(Items listed in a dataset)
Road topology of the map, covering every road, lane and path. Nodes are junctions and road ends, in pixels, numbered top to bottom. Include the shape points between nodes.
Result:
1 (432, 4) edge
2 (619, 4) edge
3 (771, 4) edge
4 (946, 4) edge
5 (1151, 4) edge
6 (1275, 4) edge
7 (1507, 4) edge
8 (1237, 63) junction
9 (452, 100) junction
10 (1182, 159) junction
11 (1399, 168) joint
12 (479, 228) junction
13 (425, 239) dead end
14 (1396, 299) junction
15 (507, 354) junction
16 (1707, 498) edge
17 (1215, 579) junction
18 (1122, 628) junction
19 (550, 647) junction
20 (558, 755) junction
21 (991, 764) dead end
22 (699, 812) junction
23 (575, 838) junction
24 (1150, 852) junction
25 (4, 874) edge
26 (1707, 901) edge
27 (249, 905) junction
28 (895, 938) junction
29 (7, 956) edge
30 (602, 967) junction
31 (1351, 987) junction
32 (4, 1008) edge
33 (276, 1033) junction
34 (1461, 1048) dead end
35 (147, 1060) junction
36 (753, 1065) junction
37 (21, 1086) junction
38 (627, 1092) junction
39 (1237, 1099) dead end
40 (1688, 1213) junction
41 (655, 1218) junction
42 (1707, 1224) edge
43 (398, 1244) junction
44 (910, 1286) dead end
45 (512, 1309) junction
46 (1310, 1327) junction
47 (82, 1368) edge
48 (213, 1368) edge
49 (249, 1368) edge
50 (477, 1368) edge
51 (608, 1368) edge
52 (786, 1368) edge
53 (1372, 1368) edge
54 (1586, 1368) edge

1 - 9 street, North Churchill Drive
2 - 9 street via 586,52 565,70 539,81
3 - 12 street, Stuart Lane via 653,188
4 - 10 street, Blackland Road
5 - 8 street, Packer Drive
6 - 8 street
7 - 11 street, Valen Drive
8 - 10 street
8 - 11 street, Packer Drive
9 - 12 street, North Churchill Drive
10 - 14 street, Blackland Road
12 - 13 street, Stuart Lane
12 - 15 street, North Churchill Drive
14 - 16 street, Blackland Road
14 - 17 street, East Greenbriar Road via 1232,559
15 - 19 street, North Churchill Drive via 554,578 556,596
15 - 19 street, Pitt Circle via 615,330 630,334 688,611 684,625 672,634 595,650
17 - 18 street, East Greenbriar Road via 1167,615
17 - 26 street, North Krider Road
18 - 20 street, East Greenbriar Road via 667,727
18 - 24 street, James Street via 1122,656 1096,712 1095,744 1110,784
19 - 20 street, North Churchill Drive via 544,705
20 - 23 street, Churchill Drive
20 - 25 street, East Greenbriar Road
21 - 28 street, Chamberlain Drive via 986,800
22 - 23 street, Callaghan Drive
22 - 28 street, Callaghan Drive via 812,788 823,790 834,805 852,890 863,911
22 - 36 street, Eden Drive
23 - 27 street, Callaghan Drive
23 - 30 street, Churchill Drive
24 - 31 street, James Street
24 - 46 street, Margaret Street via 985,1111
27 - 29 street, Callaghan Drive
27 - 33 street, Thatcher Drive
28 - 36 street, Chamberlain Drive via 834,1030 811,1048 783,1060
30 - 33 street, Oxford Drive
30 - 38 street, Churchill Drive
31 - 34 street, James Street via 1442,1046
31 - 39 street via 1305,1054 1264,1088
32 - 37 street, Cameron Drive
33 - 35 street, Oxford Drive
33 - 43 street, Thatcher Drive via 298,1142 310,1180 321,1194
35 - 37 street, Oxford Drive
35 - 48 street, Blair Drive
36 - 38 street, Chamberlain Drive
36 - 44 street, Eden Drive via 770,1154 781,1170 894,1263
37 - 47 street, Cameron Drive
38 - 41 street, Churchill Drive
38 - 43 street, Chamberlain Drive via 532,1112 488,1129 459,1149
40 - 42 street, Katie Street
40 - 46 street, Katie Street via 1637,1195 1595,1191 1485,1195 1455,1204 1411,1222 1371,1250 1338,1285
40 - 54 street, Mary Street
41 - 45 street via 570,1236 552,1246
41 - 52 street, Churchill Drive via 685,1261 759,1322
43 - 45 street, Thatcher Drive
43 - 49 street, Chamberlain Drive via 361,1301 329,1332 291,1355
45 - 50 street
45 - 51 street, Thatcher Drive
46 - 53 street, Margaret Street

* * *

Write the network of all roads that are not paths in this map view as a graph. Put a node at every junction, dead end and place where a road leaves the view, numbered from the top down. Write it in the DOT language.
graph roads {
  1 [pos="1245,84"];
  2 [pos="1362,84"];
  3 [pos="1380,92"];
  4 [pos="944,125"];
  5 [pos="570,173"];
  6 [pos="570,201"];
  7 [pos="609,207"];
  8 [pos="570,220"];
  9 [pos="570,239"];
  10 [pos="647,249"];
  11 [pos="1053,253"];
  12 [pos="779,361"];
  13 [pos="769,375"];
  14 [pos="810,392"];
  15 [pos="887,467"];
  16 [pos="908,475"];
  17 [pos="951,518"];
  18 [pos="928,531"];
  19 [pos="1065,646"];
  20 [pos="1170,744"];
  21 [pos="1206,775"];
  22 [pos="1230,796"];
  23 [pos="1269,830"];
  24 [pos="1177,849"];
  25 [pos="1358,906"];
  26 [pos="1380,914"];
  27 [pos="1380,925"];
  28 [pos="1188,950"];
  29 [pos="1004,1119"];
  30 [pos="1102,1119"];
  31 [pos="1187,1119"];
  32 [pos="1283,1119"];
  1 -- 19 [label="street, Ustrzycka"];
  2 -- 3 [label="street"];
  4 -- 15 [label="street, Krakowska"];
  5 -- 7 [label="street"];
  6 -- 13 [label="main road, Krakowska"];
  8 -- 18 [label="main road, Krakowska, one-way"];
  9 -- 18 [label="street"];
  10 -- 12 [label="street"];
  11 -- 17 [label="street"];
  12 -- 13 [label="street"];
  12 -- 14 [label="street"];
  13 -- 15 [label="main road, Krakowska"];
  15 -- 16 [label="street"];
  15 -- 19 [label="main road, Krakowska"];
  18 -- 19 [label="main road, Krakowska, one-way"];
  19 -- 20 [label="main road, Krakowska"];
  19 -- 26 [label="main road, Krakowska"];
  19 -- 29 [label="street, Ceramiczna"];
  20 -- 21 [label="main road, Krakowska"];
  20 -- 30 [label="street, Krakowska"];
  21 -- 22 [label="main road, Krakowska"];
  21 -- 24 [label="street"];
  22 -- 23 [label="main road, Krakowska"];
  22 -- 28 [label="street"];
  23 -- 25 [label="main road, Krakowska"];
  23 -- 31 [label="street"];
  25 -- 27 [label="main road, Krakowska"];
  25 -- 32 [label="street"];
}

● Required work
Read through the entries above, and wherever a line holds the string "Oxford", copy it.

● Solution to the problem
30 - 33 street, Oxford Drive
33 - 35 street, Oxford Drive
35 - 37 street, Oxford Drive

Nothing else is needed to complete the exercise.